Are there any other options I’ve missed?

WilliamBZA · May 14, 2021, 8:33am

The terminology likely differs because the Router is a community package and the documentation for it is managed by the owner of the package - and not by Particular.

Particular will (unless a mistake is made) always use Error as the name of the queue since “Poison” might be a technology specific term that doesn’t apply across all transports.

As to your question about ServiceControl, You’re correct that it’s because it’s non-standard. I expect the intention of this sample is not to show you how you should use the router to deploy your system, but merely to show how you could.

My preference would be for the Web side to use the same error queue as ServiceControl. If that is absolutely not possible, then a Transport Adapter to forward the messages to the error queue that ServiceControl is workable - although it adds deployment complexity.

What is your use case for needing the router? Perhaps there’s another way.

SzymonPobiega · May 18, 2021, 10:37am

@bdlane

The name poison was my mistake when designing the Router. I should have named it error as in regular NServiceBus endpoints. I thought that the name better reflects the nature of the expected failures. While in a regular endpoints you expect that the message is going to end up in the error queue because of errors when processing (possibly caused by a bug in the processing logic), with the Router the message is most likely to end up in the poison queue because the message itself is malformed and can’t be forwarded to the destination transport (e.g. it is too large) and there is no way to just fix the routing code and make it succeed.

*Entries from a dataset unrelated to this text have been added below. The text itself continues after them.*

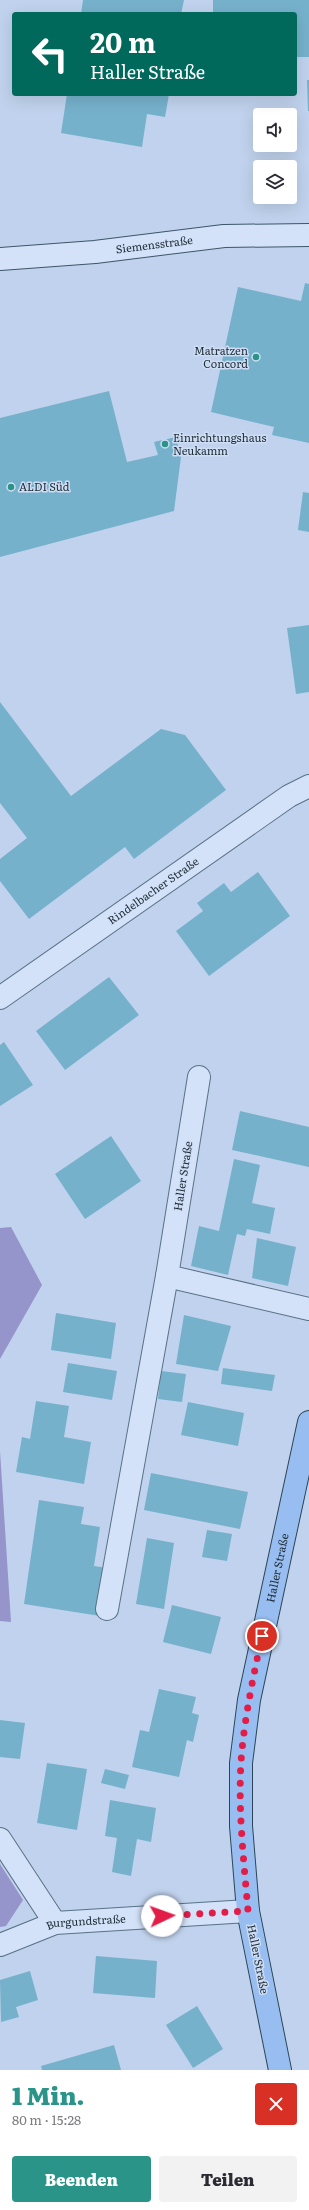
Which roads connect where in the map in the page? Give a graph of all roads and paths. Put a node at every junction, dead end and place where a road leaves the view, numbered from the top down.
1 (309, 235) edge
2 (0, 259) edge
3 (309, 786) edge
4 (0, 998) edge
5 (199, 1077) dead end
6 (167, 1276) junction
7 (309, 1309) edge
8 (309, 1422) edge
9 (107, 1609) dead end
10 (0, 1839) edge
11 (248, 1911) junction
12 (55, 1923) junction
13 (0, 1945) edge
14 (280, 2070) edge

1 - 2 street, Siemensstraße
3 - 4 street, Rindelbacher Straße
5 - 6 street, Haller Straße
6 - 7 street
6 - 9 street, Haller Straße
8 - 11 main road, Haller Straße
10 - 12 street
11 - 12 street, Burgundstraße
11 - 14 main road, Haller Straße
12 - 13 street, Burgundstraße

That said, for ServiceControl the cause of the failure (bug vs message is malformed) does not really matter and SC can deal equally well with both cases. When releasing the next version of the Router I’ll consider using the regular error name for the failed message queue API.

bdlane · May 26, 2021, 1:30pm

Thanks for the context around the name ‘error’ vs ‘posion’ - makes sense. And @SzymonPobiega’s confirmed that too in his follow up post. I just wanted to make sure I wasn’t missing anything given the different names.

I’ve been looking at the Router and the ‘atomic update and publish’ sample because we have an app that currently runs on .NET Framework and uses MSDTC to ensure atomic update and publish, but we want to upgrade it to .NET Core 3.1 which doesn’t support MSDTC.

I actually had an email conversation with @andreasohlund about this and, having considered all the options, I settled on the Router option for now to see how that goes. The main alternative - an eventual consistency model where the web app sends a message to a backend service that takes care of the update and publish - seems like too big a change for us, and we don’t need the scaling and independence that kind of model would give.

I too would prefer to use a single ServiceControl instance and error queue! It irks me that we’ve essentially now got two physical transport instances - the web database and the main NSB database. But it seems like it’s necessary anywhere the Router would be used, as it implies two or more physical transports.

bdlane · May 26, 2021, 1:47pm

Ah, yes, I can see that now it kind of dawned on me as I was playing around with the sample - the Router isn’t ‘processing’ the message like a normal handler, but moving it to another queue, so you wouldn’t get normal processing failures.

Super!

And on that note - is there an equivalent of the error notifications API in the router? I know we can hook in to ServiceControl’s error notification messages, but we use the error notification API in regular endpoints to send error telemetry to Application Insights. Having looked through the router code couldn’t see anything similar?

And thanks very much for providing this component - it is super useful!

SzymonPobiega · May 31, 2021, 11:55am

No, unfortunately there is no notification API for the Router. I added an issue to track this idea here.